[Dataset items]
-- Opening Marker --

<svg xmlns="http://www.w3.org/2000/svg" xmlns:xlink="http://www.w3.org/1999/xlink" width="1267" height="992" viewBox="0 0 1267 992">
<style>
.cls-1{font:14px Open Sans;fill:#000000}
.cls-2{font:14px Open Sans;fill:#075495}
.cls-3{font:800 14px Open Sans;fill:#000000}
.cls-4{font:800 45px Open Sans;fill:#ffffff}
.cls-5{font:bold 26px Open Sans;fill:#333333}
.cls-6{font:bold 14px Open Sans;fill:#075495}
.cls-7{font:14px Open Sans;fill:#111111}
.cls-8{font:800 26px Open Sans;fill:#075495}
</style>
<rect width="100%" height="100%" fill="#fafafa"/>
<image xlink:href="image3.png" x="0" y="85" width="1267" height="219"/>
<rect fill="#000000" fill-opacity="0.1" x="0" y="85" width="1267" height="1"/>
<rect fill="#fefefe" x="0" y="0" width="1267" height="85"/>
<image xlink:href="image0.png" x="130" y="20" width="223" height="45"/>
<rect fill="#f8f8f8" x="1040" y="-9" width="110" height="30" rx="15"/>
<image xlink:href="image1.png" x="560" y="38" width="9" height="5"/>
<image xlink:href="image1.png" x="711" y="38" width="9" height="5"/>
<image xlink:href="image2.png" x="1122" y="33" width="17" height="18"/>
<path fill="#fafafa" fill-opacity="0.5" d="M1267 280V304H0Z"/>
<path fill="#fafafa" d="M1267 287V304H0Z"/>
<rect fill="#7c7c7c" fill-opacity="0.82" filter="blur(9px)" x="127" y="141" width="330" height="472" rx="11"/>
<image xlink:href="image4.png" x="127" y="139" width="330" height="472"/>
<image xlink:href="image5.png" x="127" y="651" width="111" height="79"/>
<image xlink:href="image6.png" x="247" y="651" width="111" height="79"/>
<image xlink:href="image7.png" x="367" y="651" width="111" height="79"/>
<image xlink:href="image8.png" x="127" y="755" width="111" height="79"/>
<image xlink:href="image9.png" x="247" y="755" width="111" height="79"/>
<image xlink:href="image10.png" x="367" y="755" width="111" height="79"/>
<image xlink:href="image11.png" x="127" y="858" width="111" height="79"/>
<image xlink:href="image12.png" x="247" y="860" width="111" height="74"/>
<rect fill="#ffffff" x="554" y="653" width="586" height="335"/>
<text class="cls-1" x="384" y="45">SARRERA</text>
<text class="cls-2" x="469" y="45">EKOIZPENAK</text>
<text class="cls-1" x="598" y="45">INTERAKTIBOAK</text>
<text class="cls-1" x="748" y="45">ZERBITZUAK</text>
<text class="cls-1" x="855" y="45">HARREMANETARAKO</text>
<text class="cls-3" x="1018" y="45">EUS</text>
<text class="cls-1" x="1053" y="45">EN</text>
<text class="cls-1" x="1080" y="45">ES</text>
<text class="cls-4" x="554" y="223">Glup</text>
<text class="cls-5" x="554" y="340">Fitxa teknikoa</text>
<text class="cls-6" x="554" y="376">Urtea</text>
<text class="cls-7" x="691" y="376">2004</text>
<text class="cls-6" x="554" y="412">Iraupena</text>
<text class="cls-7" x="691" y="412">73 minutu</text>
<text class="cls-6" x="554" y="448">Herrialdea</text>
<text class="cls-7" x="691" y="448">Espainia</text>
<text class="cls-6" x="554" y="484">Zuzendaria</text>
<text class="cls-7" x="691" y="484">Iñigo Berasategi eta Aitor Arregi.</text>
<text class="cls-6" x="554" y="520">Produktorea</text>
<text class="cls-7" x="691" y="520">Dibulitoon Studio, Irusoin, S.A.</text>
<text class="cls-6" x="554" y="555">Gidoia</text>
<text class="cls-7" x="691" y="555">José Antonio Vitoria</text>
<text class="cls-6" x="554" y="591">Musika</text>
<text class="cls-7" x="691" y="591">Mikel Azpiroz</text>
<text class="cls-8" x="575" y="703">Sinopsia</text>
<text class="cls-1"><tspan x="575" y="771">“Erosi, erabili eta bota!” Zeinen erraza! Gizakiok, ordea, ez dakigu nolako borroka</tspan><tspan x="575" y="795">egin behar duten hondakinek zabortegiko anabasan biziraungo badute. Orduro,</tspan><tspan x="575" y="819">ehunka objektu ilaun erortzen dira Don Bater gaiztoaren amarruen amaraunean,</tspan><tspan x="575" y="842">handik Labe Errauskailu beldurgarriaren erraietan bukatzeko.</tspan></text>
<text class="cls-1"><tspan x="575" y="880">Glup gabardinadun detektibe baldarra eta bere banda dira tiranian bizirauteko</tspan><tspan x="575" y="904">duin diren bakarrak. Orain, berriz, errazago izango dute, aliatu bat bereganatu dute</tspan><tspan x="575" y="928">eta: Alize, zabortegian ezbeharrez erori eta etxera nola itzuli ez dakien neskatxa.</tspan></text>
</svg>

-- Closing Marker --

● **Assignment**
Check the records above line by line and tally those holding the string "Glup". Answer with the number only.

● **Exercise response**
2